**Given data:**
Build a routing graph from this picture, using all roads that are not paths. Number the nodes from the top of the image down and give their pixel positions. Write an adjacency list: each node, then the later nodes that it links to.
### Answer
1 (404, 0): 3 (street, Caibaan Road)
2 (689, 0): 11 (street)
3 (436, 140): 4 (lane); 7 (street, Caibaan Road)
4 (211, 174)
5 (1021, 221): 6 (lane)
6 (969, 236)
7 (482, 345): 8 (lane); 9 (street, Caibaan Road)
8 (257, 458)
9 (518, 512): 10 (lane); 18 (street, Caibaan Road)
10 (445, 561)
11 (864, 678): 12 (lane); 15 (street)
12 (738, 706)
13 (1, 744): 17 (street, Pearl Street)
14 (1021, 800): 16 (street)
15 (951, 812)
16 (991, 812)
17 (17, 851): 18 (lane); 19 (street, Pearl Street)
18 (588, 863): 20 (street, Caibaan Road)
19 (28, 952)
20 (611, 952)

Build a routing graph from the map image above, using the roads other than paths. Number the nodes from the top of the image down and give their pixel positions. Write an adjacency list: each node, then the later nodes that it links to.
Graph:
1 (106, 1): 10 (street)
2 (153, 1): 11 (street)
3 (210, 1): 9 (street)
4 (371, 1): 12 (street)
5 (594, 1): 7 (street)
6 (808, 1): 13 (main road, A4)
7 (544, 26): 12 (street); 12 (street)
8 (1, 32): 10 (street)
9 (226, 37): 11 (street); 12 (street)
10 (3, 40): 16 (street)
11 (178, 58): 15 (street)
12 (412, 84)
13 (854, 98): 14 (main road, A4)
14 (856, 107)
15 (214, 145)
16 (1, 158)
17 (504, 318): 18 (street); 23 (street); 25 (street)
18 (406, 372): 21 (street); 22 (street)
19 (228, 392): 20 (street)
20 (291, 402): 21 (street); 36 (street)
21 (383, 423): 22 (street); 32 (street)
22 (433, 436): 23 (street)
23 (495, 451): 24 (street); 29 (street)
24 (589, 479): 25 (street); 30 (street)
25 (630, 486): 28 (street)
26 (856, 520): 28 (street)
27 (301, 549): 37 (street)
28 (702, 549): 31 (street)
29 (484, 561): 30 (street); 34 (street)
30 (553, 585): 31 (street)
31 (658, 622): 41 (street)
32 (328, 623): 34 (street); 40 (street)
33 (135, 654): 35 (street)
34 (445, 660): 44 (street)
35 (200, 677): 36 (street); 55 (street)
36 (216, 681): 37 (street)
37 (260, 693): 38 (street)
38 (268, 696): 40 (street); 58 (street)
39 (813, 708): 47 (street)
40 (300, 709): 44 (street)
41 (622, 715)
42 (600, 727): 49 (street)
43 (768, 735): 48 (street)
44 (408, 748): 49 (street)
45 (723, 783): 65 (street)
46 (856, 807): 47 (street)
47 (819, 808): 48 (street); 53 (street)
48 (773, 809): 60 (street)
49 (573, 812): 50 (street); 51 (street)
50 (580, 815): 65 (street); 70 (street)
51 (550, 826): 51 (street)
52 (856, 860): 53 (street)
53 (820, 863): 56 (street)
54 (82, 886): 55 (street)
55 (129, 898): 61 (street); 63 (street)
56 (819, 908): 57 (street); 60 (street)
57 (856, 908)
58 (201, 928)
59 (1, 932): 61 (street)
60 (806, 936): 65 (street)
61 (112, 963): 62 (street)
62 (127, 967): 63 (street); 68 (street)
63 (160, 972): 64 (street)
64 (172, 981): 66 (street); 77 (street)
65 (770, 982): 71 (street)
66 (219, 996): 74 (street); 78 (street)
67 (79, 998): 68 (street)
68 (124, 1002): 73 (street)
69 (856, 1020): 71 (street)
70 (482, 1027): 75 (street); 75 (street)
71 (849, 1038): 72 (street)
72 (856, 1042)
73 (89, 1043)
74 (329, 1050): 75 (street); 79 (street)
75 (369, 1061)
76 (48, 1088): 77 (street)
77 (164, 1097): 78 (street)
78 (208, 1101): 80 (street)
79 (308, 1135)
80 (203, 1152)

**Your task:** Note each line above that holds "pixel", then copy all of them.

**Result for this task:**
Build a routing graph from this picture, using all roads that are not paths. Number the nodes from the top of the image down and give their pixel positions. Write an adjacency list: each node, then the later nodes that it links to.
Build a routing graph from the map image above, using the roads other than paths. Number the nodes from the top of the image down and give their pixel positions. Write an adjacency list: each node, then the later nodes that it links to.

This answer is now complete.